§ Your instructions: The data below is to be repeated in full, exactly as shown.

§ Records provided:
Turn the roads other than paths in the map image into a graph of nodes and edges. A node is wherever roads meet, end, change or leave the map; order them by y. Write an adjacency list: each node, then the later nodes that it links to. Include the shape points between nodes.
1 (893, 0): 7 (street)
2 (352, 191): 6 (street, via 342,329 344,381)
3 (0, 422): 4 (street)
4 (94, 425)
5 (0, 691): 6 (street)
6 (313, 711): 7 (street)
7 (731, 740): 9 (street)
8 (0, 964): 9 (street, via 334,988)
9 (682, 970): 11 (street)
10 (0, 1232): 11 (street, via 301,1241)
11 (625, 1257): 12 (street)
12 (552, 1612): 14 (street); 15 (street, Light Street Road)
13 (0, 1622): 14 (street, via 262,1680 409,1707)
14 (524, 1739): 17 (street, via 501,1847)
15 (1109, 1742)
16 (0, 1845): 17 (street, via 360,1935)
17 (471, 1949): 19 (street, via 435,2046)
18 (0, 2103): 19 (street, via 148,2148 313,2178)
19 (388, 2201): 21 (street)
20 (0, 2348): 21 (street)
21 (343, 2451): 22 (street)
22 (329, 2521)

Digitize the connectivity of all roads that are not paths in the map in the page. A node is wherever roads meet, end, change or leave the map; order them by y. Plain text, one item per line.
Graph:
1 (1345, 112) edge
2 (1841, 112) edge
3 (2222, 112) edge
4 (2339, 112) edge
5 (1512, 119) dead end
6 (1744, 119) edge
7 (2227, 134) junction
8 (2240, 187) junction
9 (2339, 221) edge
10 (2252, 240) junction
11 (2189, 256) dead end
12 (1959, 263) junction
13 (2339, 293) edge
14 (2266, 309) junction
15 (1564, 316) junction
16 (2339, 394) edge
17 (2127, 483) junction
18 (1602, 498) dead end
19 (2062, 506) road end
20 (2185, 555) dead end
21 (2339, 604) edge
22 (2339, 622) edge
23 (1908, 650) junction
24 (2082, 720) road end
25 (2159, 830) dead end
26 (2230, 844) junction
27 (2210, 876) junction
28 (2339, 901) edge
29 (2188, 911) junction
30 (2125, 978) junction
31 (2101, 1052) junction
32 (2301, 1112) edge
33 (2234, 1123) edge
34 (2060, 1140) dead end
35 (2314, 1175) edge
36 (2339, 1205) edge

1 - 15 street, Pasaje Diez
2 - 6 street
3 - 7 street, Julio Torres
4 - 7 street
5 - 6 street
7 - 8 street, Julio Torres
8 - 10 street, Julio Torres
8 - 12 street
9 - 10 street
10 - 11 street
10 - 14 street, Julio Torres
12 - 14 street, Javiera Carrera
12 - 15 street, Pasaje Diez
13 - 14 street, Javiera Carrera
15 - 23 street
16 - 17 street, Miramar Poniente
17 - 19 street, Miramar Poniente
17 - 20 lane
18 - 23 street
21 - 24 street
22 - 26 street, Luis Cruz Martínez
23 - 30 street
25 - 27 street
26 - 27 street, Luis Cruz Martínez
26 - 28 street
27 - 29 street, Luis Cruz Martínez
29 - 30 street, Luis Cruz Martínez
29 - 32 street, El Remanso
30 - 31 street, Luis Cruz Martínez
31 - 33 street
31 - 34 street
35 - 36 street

§ Exercise answer:
Turn the roads other than paths in the map image into a graph of nodes and edges. A node is wherever roads meet, end, change or leave the map; order them by y. Write an adjacency list: each node, then the later nodes that it links to. Include the shape points between nodes.
1 (893, 0): 7 (street)
2 (352, 191): 6 (street, via 342,329 344,381)
3 (0, 422): 4 (street)
4 (94, 425)
5 (0, 691): 6 (street)
6 (313, 711): 7 (street)
7 (731, 740): 9 (street)
8 (0, 964): 9 (street, via 334,988)
9 (682, 970): 11 (street)
10 (0, 1232): 11 (street, via 301,1241)
11 (625, 1257): 12 (street)
12 (552, 1612): 14 (street); 15 (street, Light Street Road)
13 (0, 1622): 14 (street, via 262,1680 409,1707)
14 (524, 1739): 17 (street, via 501,1847)
15 (1109, 1742)
16 (0, 1845): 17 (street, via 360,1935)
17 (471, 1949): 19 (street, via 435,2046)
18 (0, 2103): 19 (street, via 148,2148 313,2178)
19 (388, 2201): 21 (street)
20 (0, 2348): 21 (street)
21 (343, 2451): 22 (street)
22 (329, 2521)

Digitize the connectivity of all roads that are not paths in the map in the page. A node is wherever roads meet, end, change or leave the map; order them by y. Plain text, one item per line.
Graph:
1 (1345, 112) edge
2 (1841, 112) edge
3 (2222, 112) edge
4 (2339, 112) edge
5 (1512, 119) dead end
6 (1744, 119) edge
7 (2227, 134) junction
8 (2240, 187) junction
9 (2339, 221) edge
10 (2252, 240) junction
11 (2189, 256) dead end
12 (1959, 263) junction
13 (2339, 293) edge
14 (2266, 309) junction
15 (1564, 316) junction
16 (2339, 394) edge
17 (2127, 483) junction
18 (1602, 498) dead end
19 (2062, 506) road end
20 (2185, 555) dead end
21 (2339, 604) edge
22 (2339, 622) edge
23 (1908, 650) junction
24 (2082, 720) road end
25 (2159, 830) dead end
26 (2230, 844) junction
27 (2210, 876) junction
28 (2339, 901) edge
29 (2188, 911) junction
30 (2125, 978) junction
31 (2101, 1052) junction
32 (2301, 1112) edge
33 (2234, 1123) edge
34 (2060, 1140) dead end
35 (2314, 1175) edge
36 (2339, 1205) edge

1 - 15 street, Pasaje Diez
2 - 6 street
3 - 7 street, Julio Torres
4 - 7 street
5 - 6 street
7 - 8 street, Julio Torres
8 - 10 street, Julio Torres
8 - 12 street
9 - 10 street
10 - 11 street
10 - 14 street, Julio Torres
12 - 14 street, Javiera Carrera
12 - 15 street, Pasaje Diez
13 - 14 street, Javiera Carrera
15 - 23 street
16 - 17 street, Miramar Poniente
17 - 19 street, Miramar Poniente
17 - 20 lane
18 - 23 street
21 - 24 street
22 - 26 street, Luis Cruz Martínez
23 - 30 street
25 - 27 street
26 - 27 street, Luis Cruz Martínez
26 - 28 street
27 - 29 street, Luis Cruz Martínez
29 - 30 street, Luis Cruz Martínez
29 - 32 street, El Remanso
30 - 31 street, Luis Cruz Martínez
31 - 33 street
31 - 34 street
35 - 36 street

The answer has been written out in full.